Source data:
_ _ _ _

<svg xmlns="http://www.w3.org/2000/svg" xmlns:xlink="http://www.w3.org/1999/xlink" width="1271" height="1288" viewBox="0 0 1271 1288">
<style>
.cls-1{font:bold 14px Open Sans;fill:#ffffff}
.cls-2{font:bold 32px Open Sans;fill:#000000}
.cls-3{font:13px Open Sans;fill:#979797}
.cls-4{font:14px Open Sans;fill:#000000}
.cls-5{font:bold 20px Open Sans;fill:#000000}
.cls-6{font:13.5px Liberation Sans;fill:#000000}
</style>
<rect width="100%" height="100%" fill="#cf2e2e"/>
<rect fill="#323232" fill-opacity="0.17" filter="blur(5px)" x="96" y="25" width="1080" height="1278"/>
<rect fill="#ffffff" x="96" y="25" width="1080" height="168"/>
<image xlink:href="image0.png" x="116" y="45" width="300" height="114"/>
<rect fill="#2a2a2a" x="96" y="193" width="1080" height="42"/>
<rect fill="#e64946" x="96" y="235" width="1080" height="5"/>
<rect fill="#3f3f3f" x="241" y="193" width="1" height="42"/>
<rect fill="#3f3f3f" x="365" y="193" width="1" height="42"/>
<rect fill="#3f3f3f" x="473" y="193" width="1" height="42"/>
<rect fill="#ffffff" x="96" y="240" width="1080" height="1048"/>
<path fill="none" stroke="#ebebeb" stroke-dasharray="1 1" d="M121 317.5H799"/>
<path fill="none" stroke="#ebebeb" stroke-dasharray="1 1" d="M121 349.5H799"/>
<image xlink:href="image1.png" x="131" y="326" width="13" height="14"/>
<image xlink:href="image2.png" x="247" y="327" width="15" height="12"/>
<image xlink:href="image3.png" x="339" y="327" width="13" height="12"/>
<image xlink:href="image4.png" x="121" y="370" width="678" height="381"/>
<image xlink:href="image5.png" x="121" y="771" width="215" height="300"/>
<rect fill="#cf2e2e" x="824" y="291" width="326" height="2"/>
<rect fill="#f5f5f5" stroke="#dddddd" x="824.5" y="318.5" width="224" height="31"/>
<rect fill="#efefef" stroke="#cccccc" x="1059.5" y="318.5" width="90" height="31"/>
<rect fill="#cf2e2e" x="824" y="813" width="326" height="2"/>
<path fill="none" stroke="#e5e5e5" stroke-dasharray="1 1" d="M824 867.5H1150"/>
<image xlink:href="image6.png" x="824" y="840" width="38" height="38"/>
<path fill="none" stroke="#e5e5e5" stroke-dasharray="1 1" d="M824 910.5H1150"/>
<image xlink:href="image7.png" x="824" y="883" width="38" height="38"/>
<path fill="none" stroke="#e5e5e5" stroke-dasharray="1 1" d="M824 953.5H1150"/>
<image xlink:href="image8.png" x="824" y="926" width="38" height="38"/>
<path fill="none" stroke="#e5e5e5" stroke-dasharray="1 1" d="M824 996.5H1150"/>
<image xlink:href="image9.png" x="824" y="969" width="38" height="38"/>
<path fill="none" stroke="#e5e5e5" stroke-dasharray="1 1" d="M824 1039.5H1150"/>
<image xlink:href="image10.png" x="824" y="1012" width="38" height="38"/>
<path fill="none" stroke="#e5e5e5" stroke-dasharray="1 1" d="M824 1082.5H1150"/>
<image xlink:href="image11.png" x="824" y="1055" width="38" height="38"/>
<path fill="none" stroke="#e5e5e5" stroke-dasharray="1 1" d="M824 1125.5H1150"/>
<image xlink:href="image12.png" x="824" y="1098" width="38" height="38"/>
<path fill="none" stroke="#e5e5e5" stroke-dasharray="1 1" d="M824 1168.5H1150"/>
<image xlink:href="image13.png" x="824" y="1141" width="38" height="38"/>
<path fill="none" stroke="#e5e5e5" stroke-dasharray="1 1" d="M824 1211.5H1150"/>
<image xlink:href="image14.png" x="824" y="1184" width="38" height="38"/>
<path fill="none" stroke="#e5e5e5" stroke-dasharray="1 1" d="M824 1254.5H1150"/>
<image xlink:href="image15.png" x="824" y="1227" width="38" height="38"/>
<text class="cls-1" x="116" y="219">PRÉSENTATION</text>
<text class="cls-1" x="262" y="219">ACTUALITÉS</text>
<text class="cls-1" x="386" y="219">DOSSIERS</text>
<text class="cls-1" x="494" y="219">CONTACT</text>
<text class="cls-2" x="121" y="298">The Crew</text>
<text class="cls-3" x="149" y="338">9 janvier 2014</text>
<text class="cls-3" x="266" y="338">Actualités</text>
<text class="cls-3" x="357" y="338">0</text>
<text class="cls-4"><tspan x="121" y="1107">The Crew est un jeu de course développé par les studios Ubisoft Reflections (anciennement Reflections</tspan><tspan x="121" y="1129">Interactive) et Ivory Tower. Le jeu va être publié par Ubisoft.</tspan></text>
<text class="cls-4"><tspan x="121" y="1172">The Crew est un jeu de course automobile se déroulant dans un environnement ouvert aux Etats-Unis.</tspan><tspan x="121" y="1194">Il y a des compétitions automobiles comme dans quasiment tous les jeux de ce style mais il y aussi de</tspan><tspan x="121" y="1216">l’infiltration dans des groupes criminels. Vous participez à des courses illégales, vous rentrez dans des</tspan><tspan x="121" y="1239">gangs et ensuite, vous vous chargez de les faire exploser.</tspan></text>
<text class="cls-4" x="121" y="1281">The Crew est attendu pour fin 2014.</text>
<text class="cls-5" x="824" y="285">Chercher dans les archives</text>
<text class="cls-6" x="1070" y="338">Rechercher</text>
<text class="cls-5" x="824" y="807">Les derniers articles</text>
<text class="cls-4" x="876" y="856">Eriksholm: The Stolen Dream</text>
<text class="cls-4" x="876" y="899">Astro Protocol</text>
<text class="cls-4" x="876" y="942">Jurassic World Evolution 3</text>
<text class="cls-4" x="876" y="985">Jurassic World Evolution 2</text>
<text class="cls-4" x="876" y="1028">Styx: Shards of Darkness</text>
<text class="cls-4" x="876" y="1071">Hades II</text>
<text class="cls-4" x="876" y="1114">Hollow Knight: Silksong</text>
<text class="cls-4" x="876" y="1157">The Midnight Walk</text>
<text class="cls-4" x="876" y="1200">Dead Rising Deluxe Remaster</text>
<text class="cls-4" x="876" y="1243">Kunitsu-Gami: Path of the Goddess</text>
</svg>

_ _ _ _

Using the records above, find and show each line with the string "Open".

Solution:
.cls-1{font:bold 14px Open Sans;fill:#ffffff}
.cls-2{font:bold 32px Open Sans;fill:#000000}
.cls-3{font:13px Open Sans;fill:#979797}
.cls-4{font:14px Open Sans;fill:#000000}
.cls-5{font:bold 20px Open Sans;fill:#000000}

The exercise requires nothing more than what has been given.